» DATASET RECORDS
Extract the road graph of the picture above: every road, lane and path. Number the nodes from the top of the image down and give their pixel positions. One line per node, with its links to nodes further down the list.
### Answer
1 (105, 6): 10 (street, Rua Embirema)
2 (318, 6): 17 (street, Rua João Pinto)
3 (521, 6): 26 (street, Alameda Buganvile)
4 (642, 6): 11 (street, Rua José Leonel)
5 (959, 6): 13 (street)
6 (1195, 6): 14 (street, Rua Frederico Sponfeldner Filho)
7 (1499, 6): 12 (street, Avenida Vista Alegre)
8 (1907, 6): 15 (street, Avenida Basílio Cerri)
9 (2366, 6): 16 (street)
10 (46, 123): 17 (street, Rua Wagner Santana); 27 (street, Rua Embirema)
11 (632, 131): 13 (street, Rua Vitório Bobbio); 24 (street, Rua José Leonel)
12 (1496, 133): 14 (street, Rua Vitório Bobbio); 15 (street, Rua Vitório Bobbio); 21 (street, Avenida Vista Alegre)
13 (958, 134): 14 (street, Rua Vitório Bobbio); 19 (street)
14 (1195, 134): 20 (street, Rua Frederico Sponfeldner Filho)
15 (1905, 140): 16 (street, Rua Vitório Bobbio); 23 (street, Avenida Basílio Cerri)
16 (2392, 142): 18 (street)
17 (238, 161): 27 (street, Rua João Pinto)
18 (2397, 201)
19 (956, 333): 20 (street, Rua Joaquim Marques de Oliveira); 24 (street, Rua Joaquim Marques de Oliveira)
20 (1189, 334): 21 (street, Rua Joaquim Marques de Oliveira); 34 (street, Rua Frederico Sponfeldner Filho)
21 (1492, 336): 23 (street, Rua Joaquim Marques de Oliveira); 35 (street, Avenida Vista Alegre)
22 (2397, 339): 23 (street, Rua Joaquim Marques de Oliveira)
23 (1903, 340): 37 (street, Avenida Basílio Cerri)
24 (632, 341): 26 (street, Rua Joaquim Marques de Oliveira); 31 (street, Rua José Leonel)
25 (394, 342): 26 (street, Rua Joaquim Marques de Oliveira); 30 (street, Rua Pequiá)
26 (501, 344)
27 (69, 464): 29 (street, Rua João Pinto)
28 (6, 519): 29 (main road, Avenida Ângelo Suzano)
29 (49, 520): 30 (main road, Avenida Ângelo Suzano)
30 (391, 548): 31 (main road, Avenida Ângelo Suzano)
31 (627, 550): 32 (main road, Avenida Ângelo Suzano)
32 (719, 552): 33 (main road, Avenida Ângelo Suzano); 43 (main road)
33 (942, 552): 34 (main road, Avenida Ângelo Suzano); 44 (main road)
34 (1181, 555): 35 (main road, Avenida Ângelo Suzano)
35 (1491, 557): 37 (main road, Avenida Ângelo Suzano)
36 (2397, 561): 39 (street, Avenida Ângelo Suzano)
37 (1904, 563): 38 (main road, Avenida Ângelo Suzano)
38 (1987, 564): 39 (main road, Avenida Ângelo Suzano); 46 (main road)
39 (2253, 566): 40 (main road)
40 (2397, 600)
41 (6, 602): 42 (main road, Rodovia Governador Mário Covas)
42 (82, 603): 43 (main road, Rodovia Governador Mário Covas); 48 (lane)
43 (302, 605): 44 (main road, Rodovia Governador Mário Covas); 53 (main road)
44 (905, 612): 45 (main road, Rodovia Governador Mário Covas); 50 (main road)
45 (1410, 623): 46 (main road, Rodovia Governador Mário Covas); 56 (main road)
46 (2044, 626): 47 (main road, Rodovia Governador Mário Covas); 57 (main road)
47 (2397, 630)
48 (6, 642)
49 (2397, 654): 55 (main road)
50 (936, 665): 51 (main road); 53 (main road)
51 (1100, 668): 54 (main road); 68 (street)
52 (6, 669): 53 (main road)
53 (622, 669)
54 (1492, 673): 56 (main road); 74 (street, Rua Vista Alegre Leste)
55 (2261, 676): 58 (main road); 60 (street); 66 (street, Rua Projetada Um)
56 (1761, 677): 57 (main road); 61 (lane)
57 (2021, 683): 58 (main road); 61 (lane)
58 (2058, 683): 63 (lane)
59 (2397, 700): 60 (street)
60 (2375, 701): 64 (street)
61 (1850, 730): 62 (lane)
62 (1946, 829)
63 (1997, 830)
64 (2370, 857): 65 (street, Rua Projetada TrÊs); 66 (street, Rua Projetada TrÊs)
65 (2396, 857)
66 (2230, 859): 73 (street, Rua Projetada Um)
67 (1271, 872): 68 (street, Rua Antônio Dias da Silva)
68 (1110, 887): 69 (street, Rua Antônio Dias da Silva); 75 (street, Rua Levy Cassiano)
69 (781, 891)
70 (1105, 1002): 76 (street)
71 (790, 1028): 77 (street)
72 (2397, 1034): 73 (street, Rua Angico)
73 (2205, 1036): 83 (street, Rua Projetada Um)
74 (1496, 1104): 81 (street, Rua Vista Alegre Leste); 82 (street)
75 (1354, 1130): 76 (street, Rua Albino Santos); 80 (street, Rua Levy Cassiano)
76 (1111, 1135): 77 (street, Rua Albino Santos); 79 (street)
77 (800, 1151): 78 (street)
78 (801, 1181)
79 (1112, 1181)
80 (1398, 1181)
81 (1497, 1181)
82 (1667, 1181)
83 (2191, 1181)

» EXERCISE DIRECTIONS
Going through the listing above, tally the lines that contain the word "Silva" and state the total alone.

» EXERCISE RESPONSE
2